Task description: Return all lines from the listing below in which the string "wrist" occurs.

Records for this exercise:
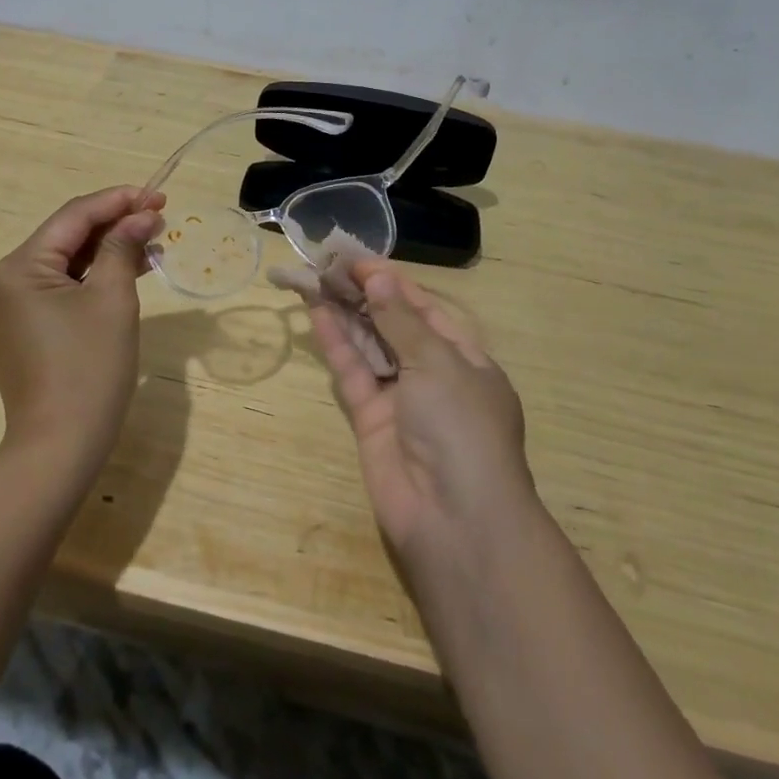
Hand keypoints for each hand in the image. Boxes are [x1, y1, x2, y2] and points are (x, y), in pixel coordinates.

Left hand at [0, 186, 164, 476]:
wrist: (59, 448)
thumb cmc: (89, 369)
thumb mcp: (113, 300)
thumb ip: (123, 247)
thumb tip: (141, 214)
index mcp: (17, 267)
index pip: (72, 217)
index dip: (117, 200)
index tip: (157, 195)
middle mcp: (2, 281)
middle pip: (65, 237)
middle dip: (113, 225)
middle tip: (158, 217)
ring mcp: (6, 307)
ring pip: (63, 263)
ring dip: (105, 251)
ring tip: (150, 241)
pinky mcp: (18, 329)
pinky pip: (56, 289)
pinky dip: (89, 278)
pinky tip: (125, 270)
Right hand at [307, 261, 533, 583]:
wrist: (455, 521)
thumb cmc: (461, 428)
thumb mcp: (438, 363)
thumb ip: (400, 319)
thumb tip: (378, 276)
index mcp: (465, 359)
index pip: (424, 308)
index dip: (391, 280)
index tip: (355, 258)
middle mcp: (433, 376)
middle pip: (392, 324)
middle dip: (362, 294)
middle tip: (326, 264)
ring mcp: (400, 399)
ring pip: (368, 345)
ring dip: (344, 312)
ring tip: (314, 279)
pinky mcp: (370, 420)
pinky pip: (353, 373)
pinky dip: (336, 344)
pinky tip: (317, 313)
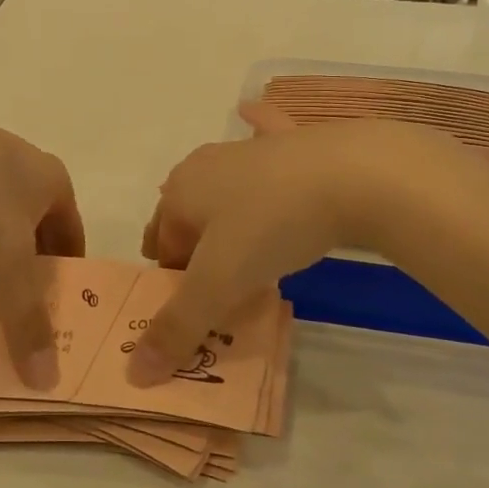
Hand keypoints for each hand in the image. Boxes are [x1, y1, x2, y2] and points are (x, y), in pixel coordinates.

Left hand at [0, 97, 83, 388]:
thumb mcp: (7, 260)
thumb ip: (27, 318)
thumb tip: (45, 380)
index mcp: (53, 179)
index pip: (74, 232)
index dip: (70, 269)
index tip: (60, 304)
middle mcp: (26, 161)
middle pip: (39, 222)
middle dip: (33, 260)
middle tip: (20, 300)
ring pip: (2, 211)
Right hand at [130, 104, 478, 385]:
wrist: (352, 174)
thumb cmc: (271, 227)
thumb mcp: (219, 285)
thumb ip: (176, 329)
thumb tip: (135, 374)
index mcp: (179, 193)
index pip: (160, 247)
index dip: (173, 283)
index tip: (201, 311)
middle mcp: (205, 164)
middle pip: (187, 216)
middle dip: (194, 249)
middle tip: (221, 287)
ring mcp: (248, 147)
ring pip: (223, 186)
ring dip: (224, 212)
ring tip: (247, 246)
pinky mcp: (290, 139)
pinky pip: (263, 133)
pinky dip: (255, 127)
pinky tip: (249, 113)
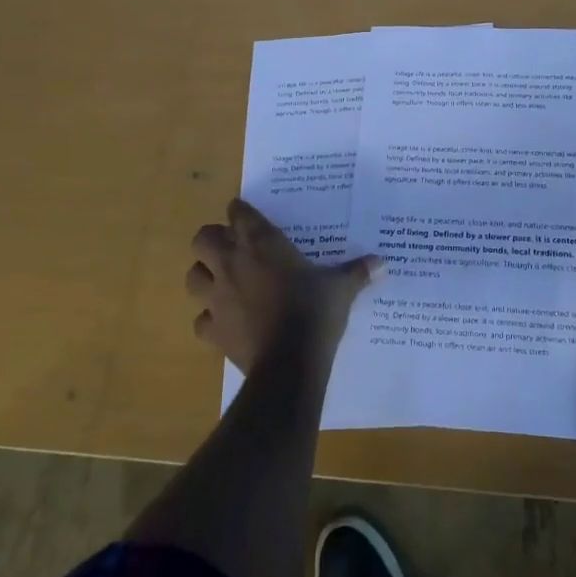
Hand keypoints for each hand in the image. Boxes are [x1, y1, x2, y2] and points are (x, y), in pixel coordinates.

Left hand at [187, 199, 382, 373]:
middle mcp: (232, 263)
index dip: (241, 213)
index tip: (249, 217)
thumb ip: (357, 272)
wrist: (289, 364)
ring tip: (221, 281)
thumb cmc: (313, 312)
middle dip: (212, 240)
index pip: (238, 212)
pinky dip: (209, 319)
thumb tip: (383, 263)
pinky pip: (200, 320)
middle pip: (203, 238)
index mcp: (261, 243)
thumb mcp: (340, 288)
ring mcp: (217, 297)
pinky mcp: (213, 331)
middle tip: (232, 247)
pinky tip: (225, 322)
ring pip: (193, 277)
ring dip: (203, 276)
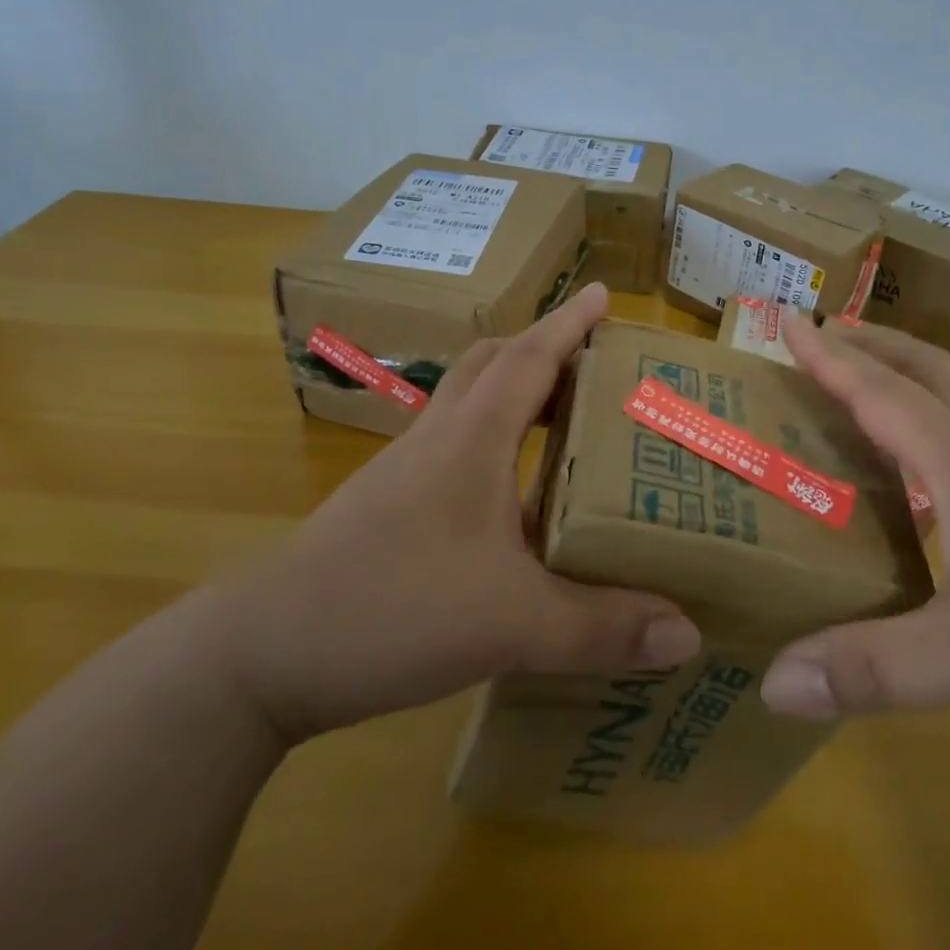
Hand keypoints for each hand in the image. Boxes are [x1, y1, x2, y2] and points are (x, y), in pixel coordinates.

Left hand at [218, 283, 700, 744]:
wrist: (260, 655)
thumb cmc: (391, 609)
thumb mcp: (512, 624)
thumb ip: (601, 627)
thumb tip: (689, 633)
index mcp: (471, 440)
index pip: (528, 359)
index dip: (568, 324)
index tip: (602, 294)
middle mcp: (438, 440)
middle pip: (491, 365)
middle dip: (543, 348)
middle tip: (592, 359)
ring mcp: (405, 472)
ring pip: (466, 403)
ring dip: (514, 391)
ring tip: (562, 414)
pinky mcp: (388, 506)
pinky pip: (451, 447)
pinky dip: (491, 442)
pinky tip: (511, 492)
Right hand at [760, 319, 949, 752]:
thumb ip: (870, 669)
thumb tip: (772, 683)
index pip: (882, 393)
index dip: (830, 358)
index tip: (790, 321)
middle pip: (928, 372)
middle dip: (873, 345)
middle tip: (826, 336)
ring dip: (910, 380)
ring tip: (869, 392)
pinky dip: (942, 426)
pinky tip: (935, 477)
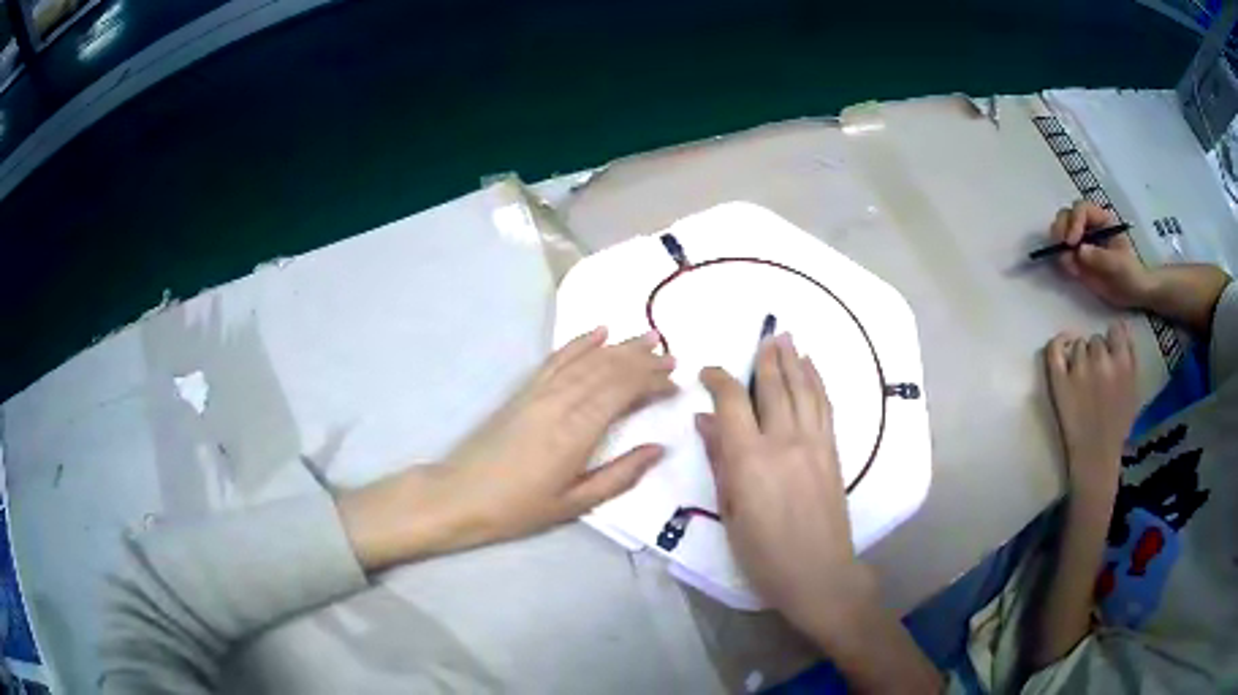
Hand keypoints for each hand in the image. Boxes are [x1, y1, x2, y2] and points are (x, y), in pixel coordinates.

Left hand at [340, 328, 675, 570]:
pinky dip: (579, 342)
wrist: (461, 495)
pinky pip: (556, 359)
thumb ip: (620, 475)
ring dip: (620, 346)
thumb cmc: (519, 507)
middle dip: (643, 360)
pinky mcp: (525, 390)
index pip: (623, 392)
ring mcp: (540, 392)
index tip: (676, 385)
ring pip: (587, 360)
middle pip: (609, 370)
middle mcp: (561, 401)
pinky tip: (598, 331)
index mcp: (577, 431)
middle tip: (672, 356)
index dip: (652, 383)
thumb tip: (658, 449)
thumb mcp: (575, 503)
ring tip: (649, 337)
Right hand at [696, 334, 874, 641]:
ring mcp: (814, 444)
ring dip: (795, 361)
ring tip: (788, 338)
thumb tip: (706, 421)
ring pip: (804, 390)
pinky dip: (818, 382)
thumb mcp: (729, 511)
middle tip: (763, 337)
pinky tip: (813, 370)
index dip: (719, 379)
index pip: (732, 402)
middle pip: (774, 387)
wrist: (819, 573)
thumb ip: (719, 461)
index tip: (708, 372)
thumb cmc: (764, 553)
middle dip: (767, 358)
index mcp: (749, 460)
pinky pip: (825, 406)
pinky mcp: (833, 451)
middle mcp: (784, 441)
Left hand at [1045, 322, 1138, 503]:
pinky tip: (1063, 346)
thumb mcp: (1134, 390)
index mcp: (1123, 364)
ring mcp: (1078, 370)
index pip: (1116, 330)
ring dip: (1080, 357)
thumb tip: (1121, 327)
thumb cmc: (1117, 426)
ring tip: (1083, 379)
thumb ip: (1130, 358)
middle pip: (1096, 340)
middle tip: (1097, 376)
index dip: (1112, 339)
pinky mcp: (1059, 382)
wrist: (1095, 458)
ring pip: (1078, 345)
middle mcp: (1101, 361)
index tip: (1110, 351)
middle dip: (1097, 354)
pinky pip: (1054, 349)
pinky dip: (1058, 342)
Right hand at [1051, 200, 1153, 308]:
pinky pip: (1063, 253)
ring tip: (1066, 262)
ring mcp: (1082, 242)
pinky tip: (1069, 270)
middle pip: (1067, 215)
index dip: (1074, 221)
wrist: (1132, 295)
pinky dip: (1061, 260)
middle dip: (1061, 228)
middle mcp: (1089, 226)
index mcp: (1101, 220)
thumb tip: (1079, 251)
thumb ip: (1099, 257)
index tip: (1072, 242)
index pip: (1081, 209)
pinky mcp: (1077, 259)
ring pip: (1062, 232)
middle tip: (1060, 246)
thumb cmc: (1129, 275)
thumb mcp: (1118, 264)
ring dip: (1059, 244)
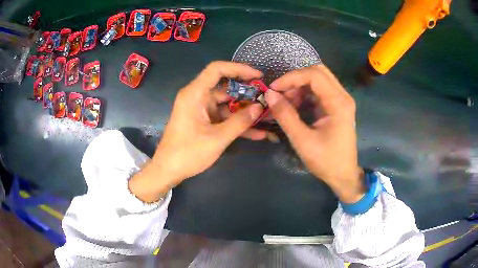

Reply to the task:
wrist: (59, 448)
wrist: (455, 521)
wrist: (352, 174)
wrist: (289, 364)
wrist: (260, 655)
wrist: (461, 495)
wrist: (819, 573)
wrist: (1095, 458)
wrist: (1132, 295)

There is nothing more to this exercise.